In general, if you know the eigenvalues of a matrix, then it is straightforward to find eigenvectors by solving a linear system. (And likewise, if you know the eigenvectors, you can find the eigenvalues).

But in the case where $A$ is symmetric and converges to a diagonal matrix, if you let $Q^{(k)} = Q _ 1 \cdots Q _ k$, then

\[A_k = (Q^{(k)})^\top A Q^{(k)}\]

since $A _ k$ is diagonal (or almost diagonal), it follows that $Q^{(k)}$ consists of an orthonormal basis consisting of $A$’s eigenvectors.

The basic QR algorithm for determining the eigenvalues of a matrix $A \in \mathbb R^{n \times n}$ is given by:

Set $A _ 1 = A$
For $k = 1, 2, \cdots$
- Calculate the $QR$ factorisation $A _ k = Q _ k R _ k$
- Set $A _ {k+1} = R _ k Q _ k$

Quickly justify why all matrices $A _ k$ are similar to $A$.

(for the full analysis given in the notes, we also need the assumptions that $A$ is symmetric and the eigenvalues of $A$ have distinct modulus, but this isn’t needed here).

Use induction on $k$. $A _ 1$ is similar to $A$ by definition.
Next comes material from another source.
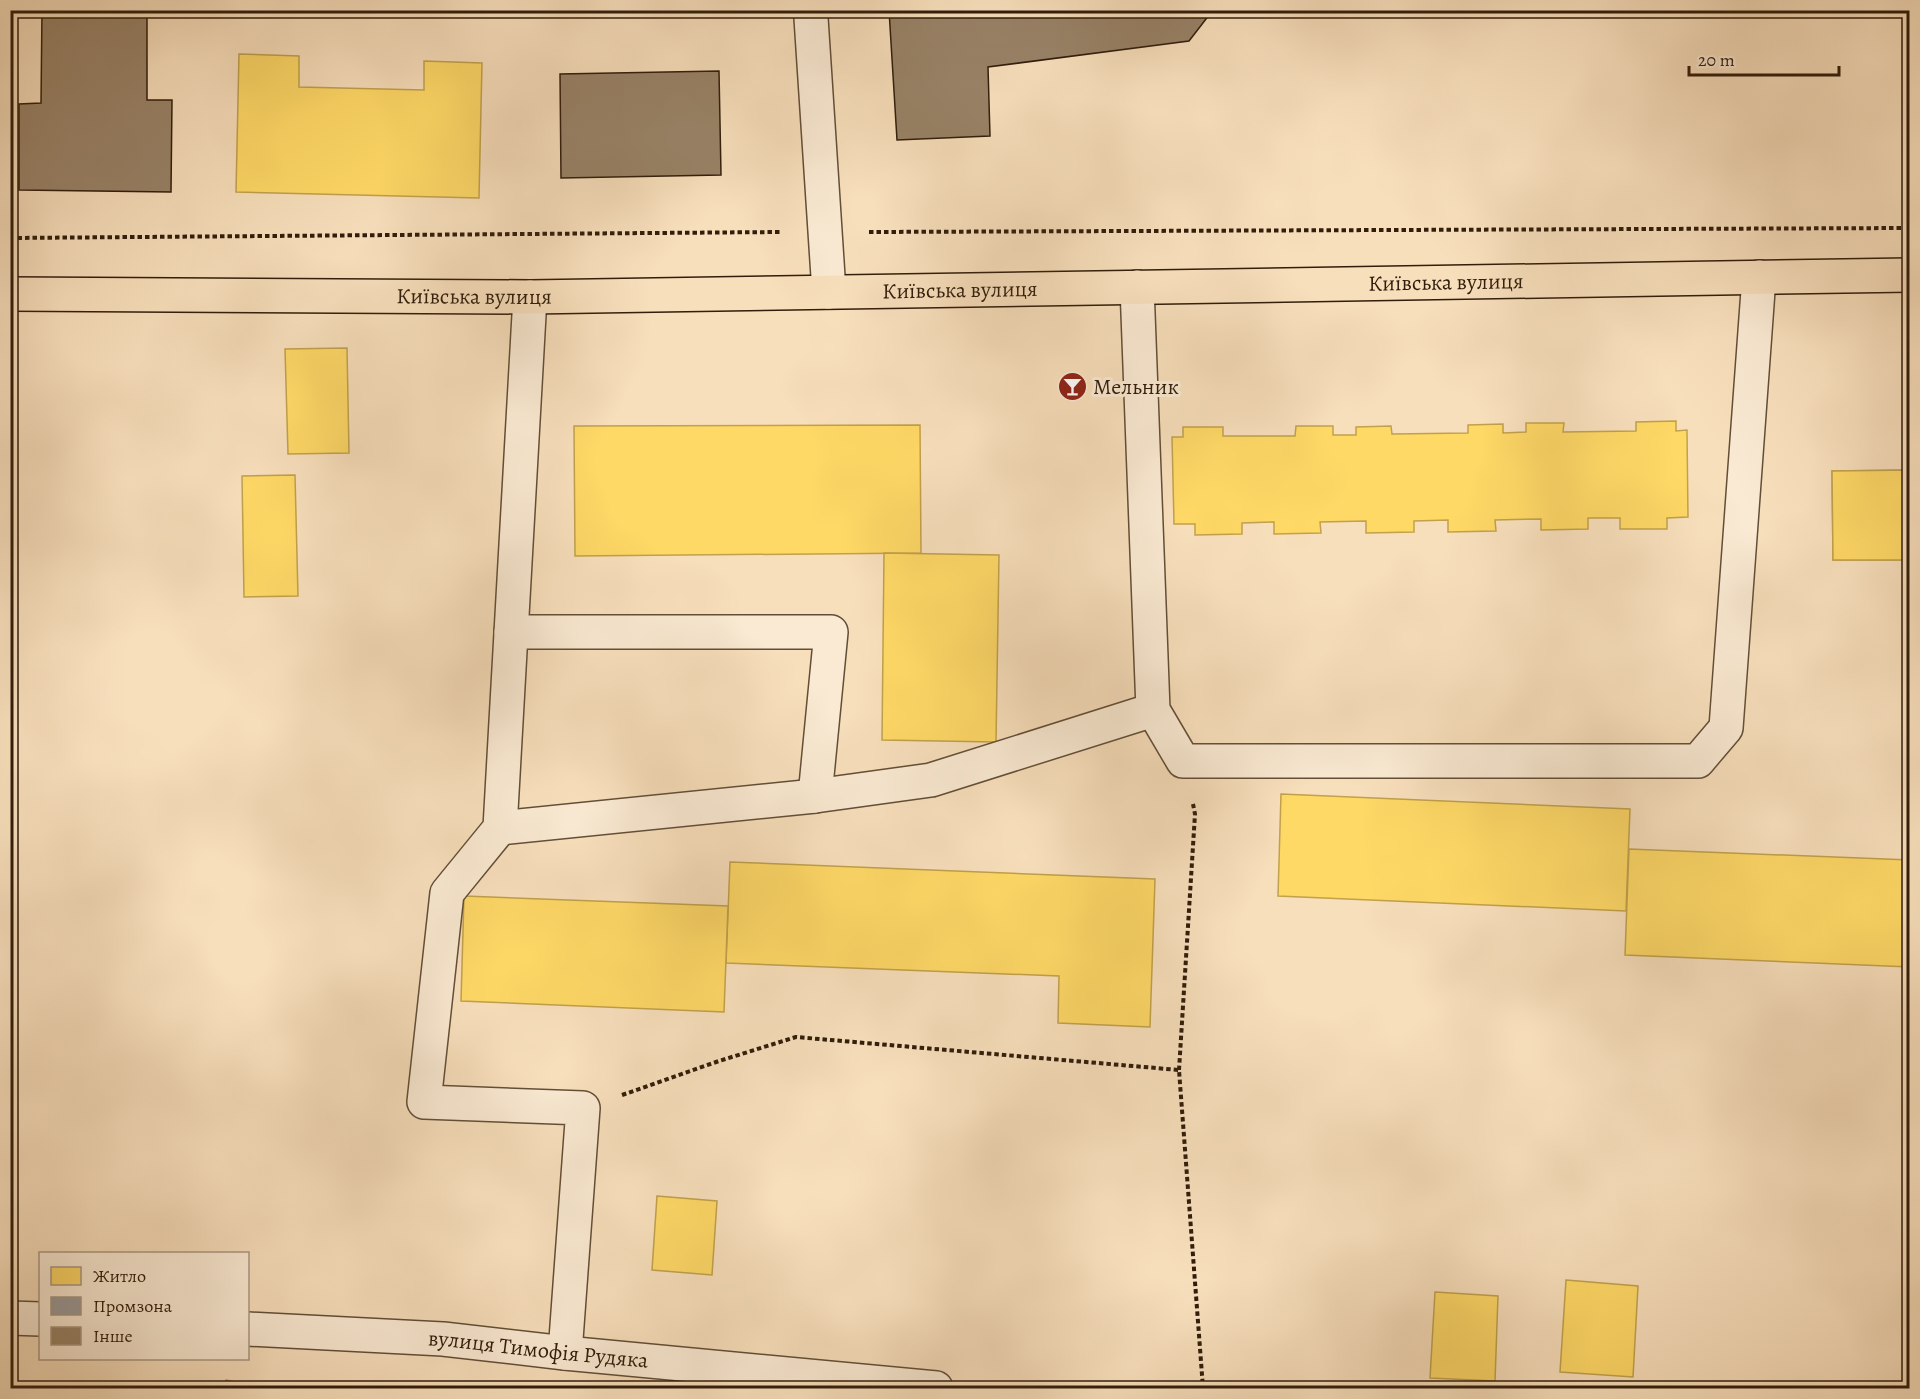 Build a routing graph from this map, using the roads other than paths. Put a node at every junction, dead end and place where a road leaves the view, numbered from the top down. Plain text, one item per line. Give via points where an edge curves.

Then for $A _ {k+1}$:

\[\begin{aligned} A_{k+1} &= R_k Q_k \\\\ &= Q^{-1}_k (Q_k R_k) Q_k \\\\ &= Q_k^{-1}A_k Q_k \end{aligned}\]

and this is a similarity transformation.

The basic QR algorithm for determining the eigenvalues of a matrix $A \in \mathbb R^{n \times n}$ under the assumptions that:

$A$ has eigenvalues of distinct modulus (this is required)
$A$ is symmetric (this is not required, if we drop this assumption, then $A _ k$ instead tends to a upper triangular matrix of eigenvalues).

is given by:

Set $A _ 1 = A$
For $k = 1, 2, \cdots$
- Calculate the $QR$ factorisation $A _ k = Q _ k R _ k$
- Set $A _ {k+1} = R _ k Q _ k$

Then $A _ k$ converges to a diagonal matrix of eigenvalues.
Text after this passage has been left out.